According to the illustrated embodiment, the sheet supporter 23 includes the first coil springs 46 which bias the distance-defining member 22 located at the first position toward the image recorder 24. It is consequently possible to permit the distance-defining member 22 to be in contact with and positioned relative to the image recorder 24 with a simple structure.

According to the illustrated embodiment, in a state in which the sheet 12 having a thickness larger than the clearance between the distance-defining member 22 and the platen 42, is located in the clearance, the platen 42 is moved downward against the biasing force of the second coil springs 47 while the distance-defining member 22 is kept in contact with the image recorder 24. With this configuration, the distance-defining member 22 is kept in place with high stability irrespective of the thickness of the sheet 12.
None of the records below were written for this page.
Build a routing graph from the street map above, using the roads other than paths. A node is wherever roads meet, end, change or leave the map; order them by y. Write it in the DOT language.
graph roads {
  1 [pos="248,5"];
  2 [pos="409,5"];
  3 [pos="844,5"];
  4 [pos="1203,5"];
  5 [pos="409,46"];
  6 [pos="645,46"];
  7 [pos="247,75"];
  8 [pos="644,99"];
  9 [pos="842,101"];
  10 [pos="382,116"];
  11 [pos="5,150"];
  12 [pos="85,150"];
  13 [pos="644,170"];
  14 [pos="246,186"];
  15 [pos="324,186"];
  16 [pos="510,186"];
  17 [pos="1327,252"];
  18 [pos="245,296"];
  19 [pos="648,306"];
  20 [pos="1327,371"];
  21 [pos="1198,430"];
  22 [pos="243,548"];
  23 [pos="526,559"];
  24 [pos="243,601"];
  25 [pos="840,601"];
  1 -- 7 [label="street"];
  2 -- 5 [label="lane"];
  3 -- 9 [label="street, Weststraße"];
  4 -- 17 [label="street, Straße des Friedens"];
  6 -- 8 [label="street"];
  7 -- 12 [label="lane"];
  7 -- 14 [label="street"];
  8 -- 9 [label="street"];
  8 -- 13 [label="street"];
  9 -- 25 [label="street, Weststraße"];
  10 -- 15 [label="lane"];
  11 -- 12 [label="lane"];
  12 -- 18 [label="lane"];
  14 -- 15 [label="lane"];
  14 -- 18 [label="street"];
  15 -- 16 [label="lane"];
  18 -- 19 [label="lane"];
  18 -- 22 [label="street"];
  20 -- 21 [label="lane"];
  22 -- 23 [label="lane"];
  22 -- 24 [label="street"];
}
According to the illustrated embodiment, the distance-defining member 22 continuously extends from the upstream side to the downstream side of the nozzles in the conveyance direction 15, outside the nozzles 39 in the front-rear direction 8. This configuration avoids a situation in which the distance between the sheet 12 and the nozzles 39 varies depending upon the position in the front-rear direction 8.

According to the illustrated embodiment, the distance-defining member 22 includes the first guide 81, whereby the position of the sheet 12 is stabilized before the sheet 12 is conveyed to a position at which the sheet 12 is opposed to the nozzles 39.
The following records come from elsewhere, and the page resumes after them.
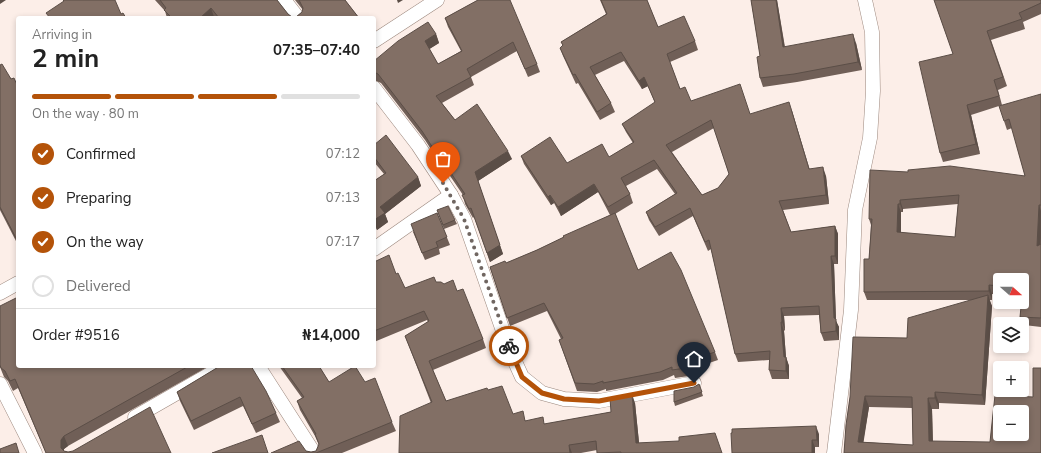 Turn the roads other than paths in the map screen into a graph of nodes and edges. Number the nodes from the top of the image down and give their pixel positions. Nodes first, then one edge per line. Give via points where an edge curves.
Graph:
1 (284, 0) edge
2 (437, 0) edge
3 (865, 0) edge
4 (296, 16) edge
5 (376, 40) edge
6 (376, 91) edge
7 (451, 195) junction
8 (376, 248) edge
9 (16, 284) edge
10 (0, 293) edge
11 (220, 368) edge
12 (259, 368) edge
13 (694, 383) dead end
14 (0, 384) edge
15 (120, 425) edge
16 (35, 453) edge
17 (314, 453) edge
18 (834, 453) edge

1 - 4 street
2 - 5 street
3 - 18 street via 872,32 873,91 870,138 855,210 851,310
6 - 7 street via 418,145
7 - 8 street
7 - 13 street via 464,219 510,351 522,377 542,393 564,399 599,401
9 - 10 street
11 - 15 street
12 - 17 street
14 - 16 street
According to the illustrated embodiment, the distance-defining member 22 includes the first guide 81 and the second guide 82. This configuration avoids a situation in which the clearance between the sheet 12 and the nozzles 39 varies depending upon the position in the conveyance direction 15.

According to the illustrated embodiment, the second guide 82 includes the spur rollers 88, whereby an area of contact of the second guide 82 and the sheet 12 to which the ink has been attached is reduced. Thus, the ink attached to the sheet 12 is prevented or suppressed from attaching to the second guide 82.

According to the illustrated embodiment, the second guide 82 is rendered water-repellent. Thus, the ink attached to the sheet 12 is prevented or suppressed from attaching to the second guide 82.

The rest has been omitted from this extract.